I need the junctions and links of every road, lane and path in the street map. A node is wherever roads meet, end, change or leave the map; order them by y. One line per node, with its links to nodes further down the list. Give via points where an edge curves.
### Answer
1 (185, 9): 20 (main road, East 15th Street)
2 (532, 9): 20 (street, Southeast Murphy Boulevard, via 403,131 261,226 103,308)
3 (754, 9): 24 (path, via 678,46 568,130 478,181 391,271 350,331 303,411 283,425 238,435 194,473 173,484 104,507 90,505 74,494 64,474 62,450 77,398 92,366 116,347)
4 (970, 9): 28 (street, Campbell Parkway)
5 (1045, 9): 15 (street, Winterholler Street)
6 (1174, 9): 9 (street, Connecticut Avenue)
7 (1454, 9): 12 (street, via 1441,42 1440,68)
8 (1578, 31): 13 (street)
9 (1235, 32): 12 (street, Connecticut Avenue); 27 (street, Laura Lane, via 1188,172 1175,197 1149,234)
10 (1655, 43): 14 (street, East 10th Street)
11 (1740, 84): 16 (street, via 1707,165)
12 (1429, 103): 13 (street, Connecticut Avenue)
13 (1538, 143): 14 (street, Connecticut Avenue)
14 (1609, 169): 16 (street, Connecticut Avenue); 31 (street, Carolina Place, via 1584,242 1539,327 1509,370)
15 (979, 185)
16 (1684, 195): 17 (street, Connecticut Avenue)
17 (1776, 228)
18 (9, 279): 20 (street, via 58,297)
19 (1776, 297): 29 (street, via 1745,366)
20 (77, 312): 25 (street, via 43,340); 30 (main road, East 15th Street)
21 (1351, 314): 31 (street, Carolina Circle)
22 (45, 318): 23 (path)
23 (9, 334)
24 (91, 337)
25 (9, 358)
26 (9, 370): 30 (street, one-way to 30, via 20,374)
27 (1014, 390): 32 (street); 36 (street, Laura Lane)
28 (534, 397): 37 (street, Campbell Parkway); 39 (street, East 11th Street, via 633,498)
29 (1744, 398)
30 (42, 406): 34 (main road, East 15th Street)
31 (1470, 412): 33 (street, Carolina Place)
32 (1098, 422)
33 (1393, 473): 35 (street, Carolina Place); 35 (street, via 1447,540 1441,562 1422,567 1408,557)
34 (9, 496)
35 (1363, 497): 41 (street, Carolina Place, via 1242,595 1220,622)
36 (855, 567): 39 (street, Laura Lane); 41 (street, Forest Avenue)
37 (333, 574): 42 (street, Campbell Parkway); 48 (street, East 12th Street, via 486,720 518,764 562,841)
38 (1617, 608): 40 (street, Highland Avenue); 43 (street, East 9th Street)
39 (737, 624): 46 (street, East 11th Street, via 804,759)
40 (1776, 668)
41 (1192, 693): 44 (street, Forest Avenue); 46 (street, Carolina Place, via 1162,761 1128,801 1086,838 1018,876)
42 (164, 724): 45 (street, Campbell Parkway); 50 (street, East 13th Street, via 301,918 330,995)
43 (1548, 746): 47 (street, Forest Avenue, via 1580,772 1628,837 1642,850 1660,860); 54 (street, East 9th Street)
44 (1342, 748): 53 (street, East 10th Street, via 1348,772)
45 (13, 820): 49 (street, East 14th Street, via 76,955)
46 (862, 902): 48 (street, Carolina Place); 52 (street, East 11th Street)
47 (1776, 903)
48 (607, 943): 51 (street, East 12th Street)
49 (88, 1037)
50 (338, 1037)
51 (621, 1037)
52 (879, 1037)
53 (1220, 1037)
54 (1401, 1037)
============
Print every record exactly, so that each word matches what is written above.

▸ **Result of this task**
I need the junctions and links of every road, lane and path in the street map. A node is wherever roads meet, end, change or leave the map; order them by y. One line per node, with its links to nodes further down the list. Give via points where an edge curves.
### Answer
1 (185, 9): 20 (main road, East 15th Street)
2 (532, 9): 20 (street, Southeast Murphy Boulevard, via 403,131 261,226 103,308)
3 (754, 9): 24 (path, via 678,46 568,130 478,181 391,271 350,331 303,411 283,425 238,435 194,473 173,484 104,507 90,505 74,494 64,474 62,450 77,398 92,366 116,347)
4 (970, 9): 28 (street, Campbell Parkway)
5 (1045, 9): 15 (street, Winterholler Street)
6 (1174, 9): 9 (street, Connecticut Avenue)
7 (1454, 9): 12 (street, via 1441,42 1440,68)
8 (1578, 31): 13 (street)
9 (1235, 32): 12 (street, Connecticut Avenue); 27 (street, Laura Lane, via 1188,172 1175,197 1149,234)
10 (1655, 43): 14 (street, East 10th Street)
11 (1740, 84): 16 (street, via 1707,165)
12 (1429, 103): 13 (street, Connecticut Avenue)
13 (1538, 143): 14 (street, Connecticut Avenue)
14 (1609, 169): 16 (street, Connecticut Avenue); 31 (street, Carolina Place, via 1584,242 1539,327 1509,370)
15 (979, 185)
16 (1684, 195): 17 (street, Connecticut Avenue)
17 (1776, 228)
18 (9, 279): 20 (street, via 58,297)
19 (1776, 297): 29 (street, via 1745,366)
20 (77, 312): 25 (street, via 43,340); 30 (main road, East 15th Street)
21 (1351, 314): 31 (street, Carolina Circle)
22 (45, 318): 23 (path)
23 (9, 334)
24 (91, 337)
25 (9, 358)
26 (9, 370): 30 (street, one-way to 30, via 20,374)
27 (1014, 390): 32 (street); 36 (street, Laura Lane)
28 (534, 397): 37 (street, Campbell Parkway); 39 (street, East 11th Street, via 633,498)
29 (1744, 398)
30 (42, 406): 34 (main road, East 15th Street)
31 (1470, 412): 33 (street, Carolina Place)
32 (1098, 422)
33 (1393, 473): 35 (street, Carolina Place); 35 (street, via 1447,540 1441,562 1422,567 1408,557)
34 (9, 496)
35 (1363, 497): 41 (street, Carolina Place, via 1242,595 1220,622)
36 (855, 567): 39 (street, Laura Lane); 41 (street, Forest Avenue)
37 (333, 574): 42 (street, Campbell Parkway); 48 (street, East 12th Street, via 486,720 518,764 562,841)
38 (1617, 608): 40 (street, Highland Avenue); 43 (street, East 9th Street)
39 (737, 624): 46 (street, East 11th Street, via 804,759)
40 (1776, 668)
41 (1192, 693): 44 (street, Forest Avenue); 46 (street, Carolina Place, via 1162,761 1128,801 1086,838 1018,876)
42 (164, 724): 45 (street, Campbell Parkway); 50 (street, East 13th Street, via 301,918 330,995)
43 (1548, 746): 47 (street, Forest Avenue, via 1580,772 1628,837 1642,850 1660,860); 54 (street, East 9th Street)
44 (1342, 748): 53 (street, East 10th Street, via 1348,772)
45 (13, 820): 49 (street, East 14th Street, via 76,955)
46 (862, 902): 48 (street, Carolina Place); 52 (street, East 11th Street)
47 (1776, 903)
48 (607, 943): 51 (street, East 12th Street)
49 (88, 1037)
50 (338, 1037)
51 (621, 1037)
52 (879, 1037)
53 (1220, 1037)
54 (1401, 1037)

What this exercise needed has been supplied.